Allison’s book does provide a good example of the sort of trophy hunting most think of when they condemn the practice, and which might help hunting and hunters use the Cecil affair to make a better future for what Hemingway called one of the only true sports.
Roy Weatherby, famous rifle pioneer, contributed a story of polar bear hunting in Alaska, shortly before the practice was banned in the United States. Weatherby and his party are guided out ofthe Kotzebue, Alaska area and hunt in late winter out of planes. They spot bears from the air, land as close as possible, stalk, and shoot. Weatherby details wounding a bear with a hasty shot, being unable to administer a good followup shot (grease lubricating the power ring on his scope was frozen), and chasing the bear down via multiple plane flights before it is killed. He intimates, but does not explicitly state, that they left the carcass on the sea ice after taking hide and skull.
A fair, representative passage from Weatherby’s story.
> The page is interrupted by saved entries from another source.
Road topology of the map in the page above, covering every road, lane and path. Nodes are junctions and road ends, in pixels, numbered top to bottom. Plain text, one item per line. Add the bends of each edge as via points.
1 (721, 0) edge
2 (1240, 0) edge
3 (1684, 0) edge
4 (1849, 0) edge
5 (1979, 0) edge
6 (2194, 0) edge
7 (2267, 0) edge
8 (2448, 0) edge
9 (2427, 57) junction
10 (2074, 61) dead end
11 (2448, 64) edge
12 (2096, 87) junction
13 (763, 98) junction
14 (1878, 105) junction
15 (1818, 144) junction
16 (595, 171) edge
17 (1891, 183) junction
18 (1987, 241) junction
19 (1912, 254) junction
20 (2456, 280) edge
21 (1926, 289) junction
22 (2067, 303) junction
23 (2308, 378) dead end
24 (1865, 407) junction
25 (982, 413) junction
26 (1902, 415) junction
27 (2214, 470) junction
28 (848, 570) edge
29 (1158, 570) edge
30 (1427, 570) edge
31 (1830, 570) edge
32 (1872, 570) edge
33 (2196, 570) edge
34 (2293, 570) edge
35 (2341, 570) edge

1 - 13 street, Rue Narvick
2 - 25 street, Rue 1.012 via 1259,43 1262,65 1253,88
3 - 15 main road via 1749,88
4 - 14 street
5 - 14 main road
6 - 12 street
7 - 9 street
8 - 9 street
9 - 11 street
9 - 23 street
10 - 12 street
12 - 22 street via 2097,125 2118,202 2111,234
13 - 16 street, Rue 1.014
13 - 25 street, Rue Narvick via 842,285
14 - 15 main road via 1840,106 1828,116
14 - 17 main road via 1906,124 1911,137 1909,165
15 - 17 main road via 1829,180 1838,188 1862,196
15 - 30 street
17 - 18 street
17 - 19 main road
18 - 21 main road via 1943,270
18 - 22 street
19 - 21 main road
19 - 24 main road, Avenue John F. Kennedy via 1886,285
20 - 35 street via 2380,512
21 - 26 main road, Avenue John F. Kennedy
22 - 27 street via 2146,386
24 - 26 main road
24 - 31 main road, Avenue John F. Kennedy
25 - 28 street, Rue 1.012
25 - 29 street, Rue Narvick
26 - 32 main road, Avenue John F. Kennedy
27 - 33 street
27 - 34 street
The account is nauseating. Non-hunters and folks how haven’t gotten too deep into hunting will object to no meat being used, and while there’s still a very good reason for game waste laws and any hunter who doesn’t eat lots of game should be regarded as suspect, I don’t think the “waste” argument holds as much water as it is traditionally given credit for. To this day Alaska does not require that any meat from either black or Grizzly bears be taken from the field, and I am quite sure that the carcass of Mr. Weatherby’s bear was put to good use by birds, foxes, wolves, and other bears. Instead, Weatherby was being an unethical hunter because he relied too heavily on technology and did not sufficiently immerse himself in the natural world and thus the hunt itself.
In talking with my non-hunting colleagues at work two curious factors always come up. First, the moral right to hunt for meat is inviolate and unquestionable. Second, they do not appreciate the extent to which hunting diverges in fundamental ways from other, “normal” outdoor activities such as hiking and backpacking. The world is shrinking, for a variety of reasons. I try to say this with as little judgement as possible; hunting has for many people and for a long time not been an immersive pursuit. And not just because midwestern deer don’t live within five hundred miles of Wilderness; Weatherby had the opportunity to take a trip into one of the deepest wildernesses left on earth to hunt polar bear, but instead choose to hunt in a way which skipped around the edges to the greatest extent possible, only dipping in as much as was absolutely necessary. I think a lot of the hostility engendered by “trophy hunting” like Palmer’s lion hunt and Weatherby’s bear hunt comes down to the shallow, exploitive approach many people correctly intuit at their core.
If hunters can learn anything from the Cecil affair, it is that they need to hold each other to a higher standard. Within hunting circles there’s a frequent refrain that criticism against the methods, styles, and choices of other hunters is beyond the pale, that all hunters need to band together due to the extent that hunting as such and the hunting lifestyle is under fire. I think it would be better to look at the issue exactly backwards. Hunting and hunters will get stronger and get more respect once house is cleaned. 20 years ago rock climbing did so, and marginalized those who viewed chipping and altering holds on routes as acceptable practice. Today that debate has long been over, and anyone who is revealed as a chipper is publicly excoriated and marginalized. A similar process going on today will hopefully result in helicopter accessed backcountry skiing being viewed as not-acceptable in most of the lower 48. Hunters need to have more overt, explicit discussion of what is acceptable, one which makes only tangential reference to actual game laws and very direct reference to the long term impacts of ethical choices, both to hunters and to non-hunters.
What those conclusions might be is another subject for another time, but the bunker mentality which has grown so quickly in the wake of the Cecil affair is hardly more helpful than the uninformed criticism which led to graffiti on Mr. Palmer’s garage door.